Netaji Subhas Chandra Bose would definitely not have approved. A strict disciplinarian and a stickler for order and efficiency, the founder of the Indian National Army (INA) would have been horrified by the prevailing state of affairs at the sprawling swanky airport in Kolkata named after him.

The present integrated terminal (T2) of the airport was inaugurated by former president Pranab Mukherjee on 20 January 2013. The massive steel and glass structure even won accolades and the new terminal was adjudged by the Airport Council International as ‘Best Improved Terminal’ (for Asia-Pacific region) award for the two consecutive years of 2014 and 2015. It’s another matter that the old terminal (T1) was so bad that even repainting its walls – leave apart constructing a glitzy new one – –would have been considered a vast improvement.
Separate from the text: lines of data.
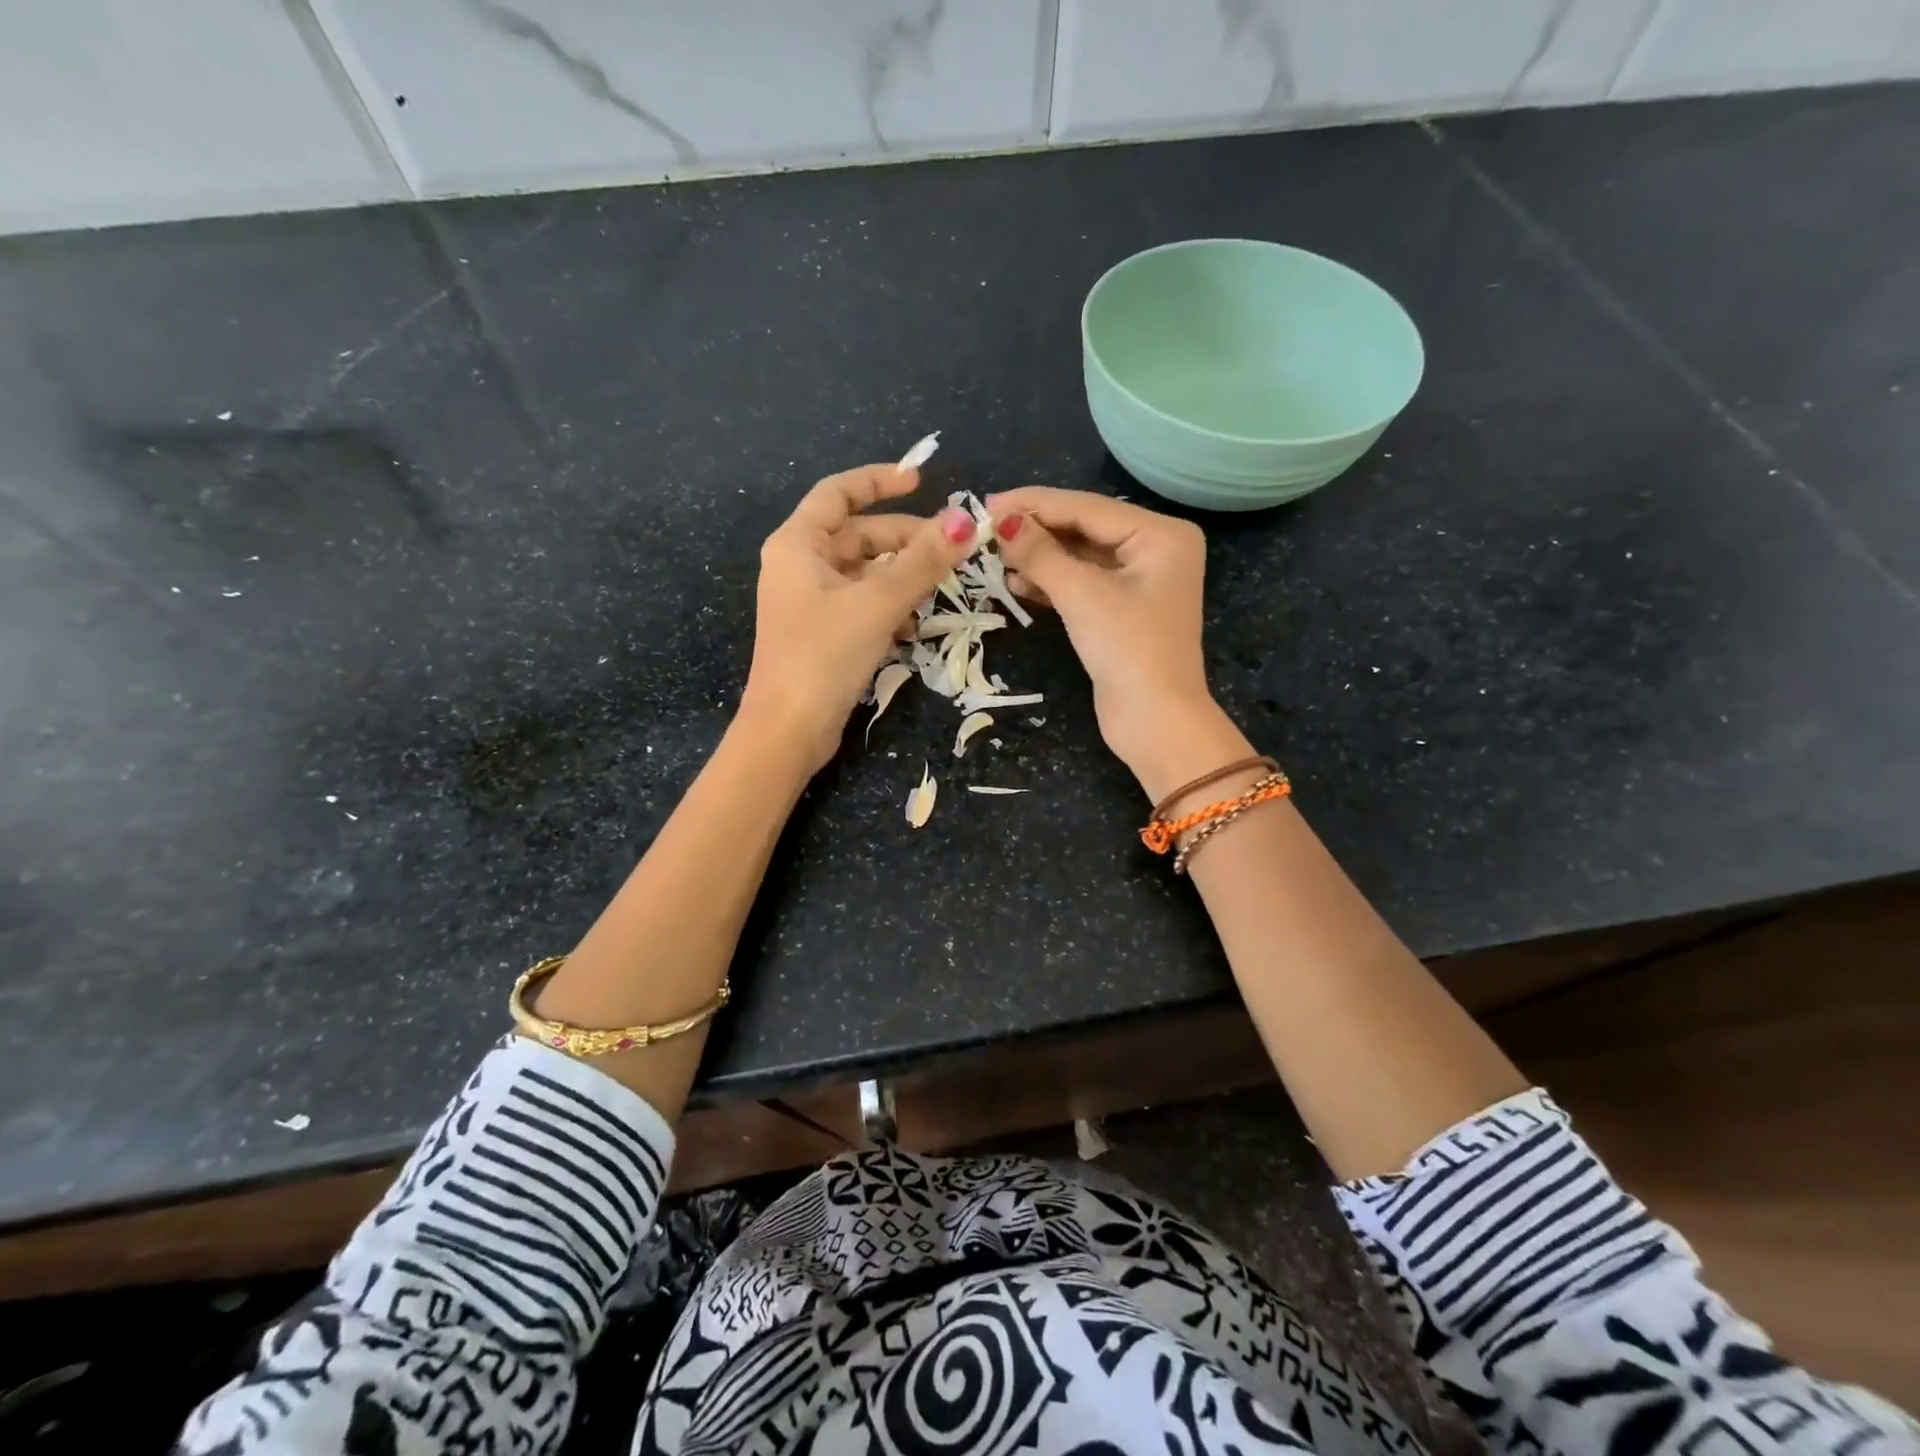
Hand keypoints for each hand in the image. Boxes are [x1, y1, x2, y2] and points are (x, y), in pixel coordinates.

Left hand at [744, 463, 975, 773]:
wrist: (788, 730)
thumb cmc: (824, 655)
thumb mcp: (878, 602)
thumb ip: (922, 561)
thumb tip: (965, 520)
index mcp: (798, 543)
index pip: (839, 492)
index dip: (879, 481)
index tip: (921, 481)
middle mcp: (799, 565)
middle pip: (859, 535)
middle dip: (905, 540)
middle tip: (951, 552)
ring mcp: (810, 602)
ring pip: (865, 573)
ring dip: (902, 578)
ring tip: (939, 591)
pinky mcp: (822, 633)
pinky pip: (862, 604)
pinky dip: (889, 607)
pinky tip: (915, 626)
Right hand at [985, 487, 1243, 794]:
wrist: (1155, 722)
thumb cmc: (1128, 650)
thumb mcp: (1082, 595)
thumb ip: (1040, 553)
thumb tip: (999, 519)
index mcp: (1161, 534)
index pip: (1087, 508)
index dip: (1034, 504)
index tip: (986, 502)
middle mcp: (1155, 550)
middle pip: (1084, 528)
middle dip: (1036, 530)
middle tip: (985, 526)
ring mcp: (1139, 581)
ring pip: (1079, 557)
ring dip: (1039, 557)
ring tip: (994, 555)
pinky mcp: (1121, 610)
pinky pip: (1081, 583)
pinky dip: (1050, 582)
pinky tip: (1016, 582)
But the new terminal always suffered from an intrinsic organic malaise: it’s management lay not with a private operator but the Airports Authority of India (AAI). The heavily unionised and wayward AAI employees are singularly responsible for the present sorry state of the airport that was built at a cost of Rs 2,300 crore. The AAI Employees Union had consistently and successfully resisted moves by the Union Civil Aviation Ministry and the AAI management (which knows the nature of its lower level employees very well) to privatise operations at the airport.

The result (of AAI handling airport operations) is there for all to see. The Netaji Subhas Chandra Bose International Airport is a living testimony to the truth of the adage of not judging a book by its cover. The airport structure looks good and the architecture is distinctive. But many things are rotten inside. The washrooms are in a state of perpetual mess and emanate a foul odour. Leaking faucets, stained walls and overflowing bins are the result of callous staff who know that no matter what they do (or don’t do), their jobs are secure.
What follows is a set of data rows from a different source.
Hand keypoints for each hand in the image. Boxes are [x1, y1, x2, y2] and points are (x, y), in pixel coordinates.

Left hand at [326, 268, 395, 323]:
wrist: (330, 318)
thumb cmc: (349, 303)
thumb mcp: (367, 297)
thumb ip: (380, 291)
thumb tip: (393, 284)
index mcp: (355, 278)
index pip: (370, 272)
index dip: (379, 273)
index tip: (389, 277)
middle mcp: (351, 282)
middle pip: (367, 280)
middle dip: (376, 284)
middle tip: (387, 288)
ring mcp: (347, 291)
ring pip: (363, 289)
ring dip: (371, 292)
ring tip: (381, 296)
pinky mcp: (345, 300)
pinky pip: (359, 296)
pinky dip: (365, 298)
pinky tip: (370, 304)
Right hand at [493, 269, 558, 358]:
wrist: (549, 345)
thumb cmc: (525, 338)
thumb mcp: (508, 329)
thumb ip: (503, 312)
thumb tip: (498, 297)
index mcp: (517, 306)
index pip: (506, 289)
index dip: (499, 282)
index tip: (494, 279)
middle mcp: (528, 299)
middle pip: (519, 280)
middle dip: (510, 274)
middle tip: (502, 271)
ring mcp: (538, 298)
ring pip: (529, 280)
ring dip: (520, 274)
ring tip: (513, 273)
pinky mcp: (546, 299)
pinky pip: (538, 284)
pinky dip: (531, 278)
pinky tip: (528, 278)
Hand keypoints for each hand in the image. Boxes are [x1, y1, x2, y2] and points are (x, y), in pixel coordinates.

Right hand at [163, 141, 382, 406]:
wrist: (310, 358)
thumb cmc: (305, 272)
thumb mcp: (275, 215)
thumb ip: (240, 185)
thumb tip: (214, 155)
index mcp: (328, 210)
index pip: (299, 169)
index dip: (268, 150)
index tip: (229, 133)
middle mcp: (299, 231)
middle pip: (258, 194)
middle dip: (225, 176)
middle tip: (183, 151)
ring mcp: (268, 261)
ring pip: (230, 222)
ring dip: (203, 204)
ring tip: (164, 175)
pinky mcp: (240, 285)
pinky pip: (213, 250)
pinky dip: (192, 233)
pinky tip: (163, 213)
The biggest irritant is, however, the acute shortage of baggage trolleys. Most of the ones that are available suffer from major defects and are non-functional. The AAI staff responsible for retrieving trolleys and parking them at their designated bays in the arrival lounge and outside the departure lounge are a notoriously negligent lot who can often be seen lazing around and even sleeping on the seats meant for passengers.
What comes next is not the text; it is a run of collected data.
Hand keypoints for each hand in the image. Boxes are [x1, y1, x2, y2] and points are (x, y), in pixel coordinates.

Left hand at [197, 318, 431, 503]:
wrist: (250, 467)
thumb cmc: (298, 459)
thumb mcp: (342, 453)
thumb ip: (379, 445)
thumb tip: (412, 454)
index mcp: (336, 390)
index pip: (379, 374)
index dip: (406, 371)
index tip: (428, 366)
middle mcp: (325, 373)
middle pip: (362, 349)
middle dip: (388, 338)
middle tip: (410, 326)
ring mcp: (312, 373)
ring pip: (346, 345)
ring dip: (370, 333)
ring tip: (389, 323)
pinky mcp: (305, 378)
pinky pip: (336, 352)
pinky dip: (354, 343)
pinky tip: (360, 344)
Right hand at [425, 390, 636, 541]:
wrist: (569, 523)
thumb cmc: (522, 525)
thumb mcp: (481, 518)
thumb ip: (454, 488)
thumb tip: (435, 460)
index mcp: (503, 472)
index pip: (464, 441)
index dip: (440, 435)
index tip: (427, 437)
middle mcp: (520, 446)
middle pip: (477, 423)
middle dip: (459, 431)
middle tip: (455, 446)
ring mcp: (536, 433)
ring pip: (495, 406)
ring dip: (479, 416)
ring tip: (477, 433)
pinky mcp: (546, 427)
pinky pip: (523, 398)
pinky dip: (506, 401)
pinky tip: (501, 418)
Many efforts to discipline them have failed since they are all members of a union that is affiliated with the ruling Trinamool Congress (their union was affiliated to the Communist Party of India (Marxist) before power equations changed in Bengal). Political protection allows them to be shirkers and the AAI management has been unsuccessful in making them do their work. The employees have, in the past, even gone on flash strikes and held unruly demonstrations inside the airport when disciplinary action had been taken against them, thus severely inconveniencing passengers.

Many areas of the airport wear a shabby look, thanks to a lack of maintenance. Thick layers of dust cake artificial plants at the arrival lounge and the installations in the departure areas. The cleanliness and sparkle of the airports in other major cities is clearly missing here.

Getting the registered baggage after arrival is a major sore point in Kolkata. It takes a minimum of 30 minutes after disembarking from the aircraft to get one’s baggage from the baggage carousel. The minimum waiting period in front of the baggage belt is 20 minutes. In Delhi, Mumbai, Bengaluru, Pune and Chennai, for instance, passengers don’t have to wait for more than a couple of minutes at best to get their baggage; often, their baggage is doing the rounds on the belt even before they step into the arrival lounge.

This again is due to unionised employees. The callousness, lethargy and even criminal negligence of the AAI staff have rubbed off on the contractual employees engaged by the airlines. It is these contractual staff who are responsible for unloading baggage from aircraft, transport them to the terminal and then putting the luggage on the belts. They are slow and negligent and can often be seen lounging around. Whereas offloading of luggage starts immediately after the aircraft reaches the parking bay (and even before the doors of the aircraft are opened for disembarkation) in Delhi, Mumbai, Chennai, Bengaluru and other airports not affected by the scourge of AAI’s unionised and undisciplined employees, in Kolkata, it starts well after passengers start disembarking. Once again, efforts by airlines’ managements to discipline their contractual employees and make them work efficiently like in other airports have been unsuccessful since they draw inspiration from the powerful AAI employees, who encourage them to be wayward and promise them protection.

If first impressions are the lasting impressions, first time visitors to Kolkata landing at this airport would have already formed a poor impression of the city, once known as the second city of the British Raj (after London). The negative impression will only get reinforced after coming out of the arrival lounge. Passengers are greeted with a deafening cacophony of vehicle horns, an unruly traffic and, worst of all, extortionist touts waiting like vultures to pounce on unsuspecting visitors. Ill-clad and foul-mouthed, they encircle passengers they suspect to be non-residents of the city in order to fleece them.

Police are powerless to crack down on them since the touts enjoy the patronage of the ruling political party and are, often, Trinamool activists. Utter chaos, and without any order, prevails on the carriageway outside the arrival lounge. Flying out of, or in to, Kolkata is thus no pleasant experience. And the city suffers because of this.